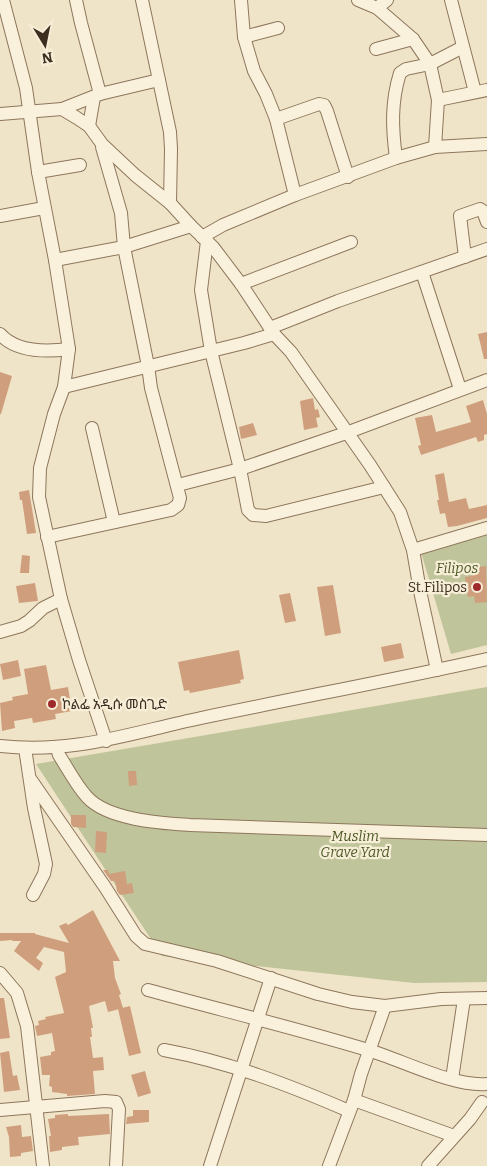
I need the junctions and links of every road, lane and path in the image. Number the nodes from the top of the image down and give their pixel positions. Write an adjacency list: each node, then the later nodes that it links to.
1 (3, 0): 20 (street)
2 (76, 0): 17 (street)
3 (142, 0): 15 (street)
4 (240, 0): 10 (street)
5 (358, 0): 8 (street)
6 (387, 0): 8 (street)
7 (451, 0): 12 (street)
8 (377, 8): 11 (street)
9 (278, 28): 10 (street)
10 (244, 36): 22 (street)
11 (413, 39): 13 (street); 14 (street)
12 (464, 48): 14 (street); 16 (street)
13 (376, 49)
14 (430, 64): 18 (street); 27 (street)
15 (159, 80): 17 (street); 32 (street)
16 (481, 91): 18 (street)
17 (97, 96): 19 (street); 23 (street)
18 (438, 100): 26 (street)
19 (62, 109): 20 (street); 23 (street)
20 (29, 111): 21 (street); 29 (street)
21 (0, 114)
22 (276, 119): 30 (street); 31 (street)
23 (89, 126): 24 (street)
24 (102, 144): 32 (street); 39 (street)
25 (487, 144): 26 (street)
26 (435, 147): 27 (street)
27 (396, 158): 30 (street)
28 (80, 165): 29 (street)
29 (38, 172): 33 (street)
30 (348, 176): 31 (street)
31 (295, 195): 37 (street)
32 (170, 203): 36 (street)
33 (44, 208): 34 (street); 42 (street)
34 (0, 216)
35 (487, 222): 41 (street)
36 (191, 226): 37 (street); 39 (street)
37 (204, 239): 44 (street); 48 (street)
38 (351, 242): 44 (street)
39 (124, 247): 42 (street); 49 (street)
40 (487, 252): 41 (street)
41 (465, 257): 43 (street)
42 (55, 260): 47 (street)
43 (422, 272): 45 (street); 52 (street)
44 (241, 284): 45 (street)
45 (272, 331): 48 (street); 54 (street)
46 (0, 334): 47 (street)
47 (68, 349): 51 (street)
48 (211, 351): 49 (street); 55 (street)
49 (148, 366): 51 (street); 56 (street)
50 (487, 380): 52 (street)
51 (64, 387): 60 (street)
52 (460, 389): 54 (street)
53 (92, 428): 58 (street)
54 (346, 433): 55 (street); 57 (street)
55 (240, 469): 56 (street); 57 (street)
56 (178, 485): 58 (street)
57 (384, 487): 61 (street)
58 (114, 522): 60 (street)
59 (487, 528): 61 (street)
60 (47, 537): 62 (street)
61 (413, 550): 65 (street)
62 (60, 598): 63 (street); 66 (street)
63 (0, 632)
64 (487, 659): 65 (street)
65 (437, 670): 66 (street)
66 (106, 741): 69 (street)
67 (0, 746): 68 (street)
68 (25, 748): 69 (street); 70 (street)
69 (57, 748): 71 (street)
70 (31, 780): 72 (street); 74 (street)
71 (487, 835)
72 (33, 895)
73 (0, 972): 87 (street)
74 (271, 978): 78 (street); 79 (street)
75 (148, 990): 79 (street)
76 (487, 998): 77 (street)
77 (464, 999): 78 (street); 83 (street)
78 (385, 1006): 81 (street)
79 (258, 1020): 81 (street); 82 (street)
80 (164, 1050): 82 (street)
81 (369, 1050): 83 (street); 85 (street)
82 (242, 1070): 85 (street); 92 (street)
83 (452, 1079): 84 (street)
84 (482, 1085): 86 (street)
85 (352, 1105): 89 (street); 93 (street)
86 (485, 1105): 89 (street)
87 (37, 1107): 88 (street); 90 (street); 91 (street)
88 (0, 1110)
89 (454, 1136): 94 (street)
90 (44, 1166)
91 (116, 1166)
92 (210, 1166)
93 (329, 1166)
94 (428, 1166)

▸ The task
Pictures stay out; everything else in the records gets copied exactly.

▸ Solution
I need the junctions and links of every road, lane and path in the image. Number the nodes from the top of the image down and give their pixel positions. Write an adjacency list: each node, then the later nodes that it links to.
1 (3, 0): 20 (street)
2 (76, 0): 17 (street)
3 (142, 0): 15 (street)
4 (240, 0): 10 (street)
5 (358, 0): 8 (street)
6 (387, 0): 8 (street)
7 (451, 0): 12 (street)
8 (377, 8): 11 (street)
9 (278, 28): 10 (street)
10 (244, 36): 22 (street)
11 (413, 39): 13 (street); 14 (street)
12 (464, 48): 14 (street); 16 (street)
13 (376, 49)
14 (430, 64): 18 (street); 27 (street)
15 (159, 80): 17 (street); 32 (street)
16 (481, 91): 18 (street)
17 (97, 96): 19 (street); 23 (street)
18 (438, 100): 26 (street)
19 (62, 109): 20 (street); 23 (street)
20 (29, 111): 21 (street); 29 (street)
21 (0, 114)
22 (276, 119): 30 (street); 31 (street)
23 (89, 126): 24 (street)
24 (102, 144): 32 (street); 39 (street)
25 (487, 144): 26 (street)
26 (435, 147): 27 (street)
27 (396, 158): 30 (street)
28 (80, 165): 29 (street)
29 (38, 172): 33 (street)
30 (348, 176): 31 (street)
31 (295, 195): 37 (street)
32 (170, 203): 36 (street)
33 (44, 208): 34 (street); 42 (street)
34 (0, 216)
35 (487, 222): 41 (street)
36 (191, 226): 37 (street); 39 (street)
37 (204, 239): 44 (street); 48 (street)
38 (351, 242): 44 (street)
39 (124, 247): 42 (street); 49 (street)
40 (487, 252): 41 (street)
41 (465, 257): 43 (street)
42 (55, 260): 47 (street)
43 (422, 272): 45 (street); 52 (street)
44 (241, 284): 45 (street)
45 (272, 331): 48 (street); 54 (street)
46 (0, 334): 47 (street)
47 (68, 349): 51 (street)
48 (211, 351): 49 (street); 55 (street)
49 (148, 366): 51 (street); 56 (street)
50 (487, 380): 52 (street)
51 (64, 387): 60 (street)
52 (460, 389): 54 (street)
53 (92, 428): 58 (street)
54 (346, 433): 55 (street); 57 (street)
55 (240, 469): 56 (street); 57 (street)
56 (178, 485): 58 (street)
57 (384, 487): 61 (street)
58 (114, 522): 60 (street)
59 (487, 528): 61 (street)
60 (47, 537): 62 (street)
61 (413, 550): 65 (street)
62 (60, 598): 63 (street); 66 (street)
63 (0, 632)
64 (487, 659): 65 (street)
65 (437, 670): 66 (street)
66 (106, 741): 69 (street)
67 (0, 746): 68 (street)
68 (25, 748): 69 (street); 70 (street)
69 (57, 748): 71 (street)
70 (31, 780): 72 (street); 74 (street)
71 (487, 835)
72 (33, 895)
73 (0, 972): 87 (street)
74 (271, 978): 78 (street); 79 (street)
75 (148, 990): 79 (street)
76 (487, 998): 77 (street)
77 (464, 999): 78 (street); 83 (street)
78 (385, 1006): 81 (street)
79 (258, 1020): 81 (street); 82 (street)
80 (164, 1050): 82 (street)
81 (369, 1050): 83 (street); 85 (street)
82 (242, 1070): 85 (street); 92 (street)
83 (452, 1079): 84 (street)
84 (482, 1085): 86 (street)
85 (352, 1105): 89 (street); 93 (street)
86 (485, 1105): 89 (street)
87 (37, 1107): 88 (street); 90 (street); 91 (street)
88 (0, 1110)
89 (454, 1136): 94 (street)
90 (44, 1166)
91 (116, 1166)
92 (210, 1166)
93 (329, 1166)
94 (428, 1166)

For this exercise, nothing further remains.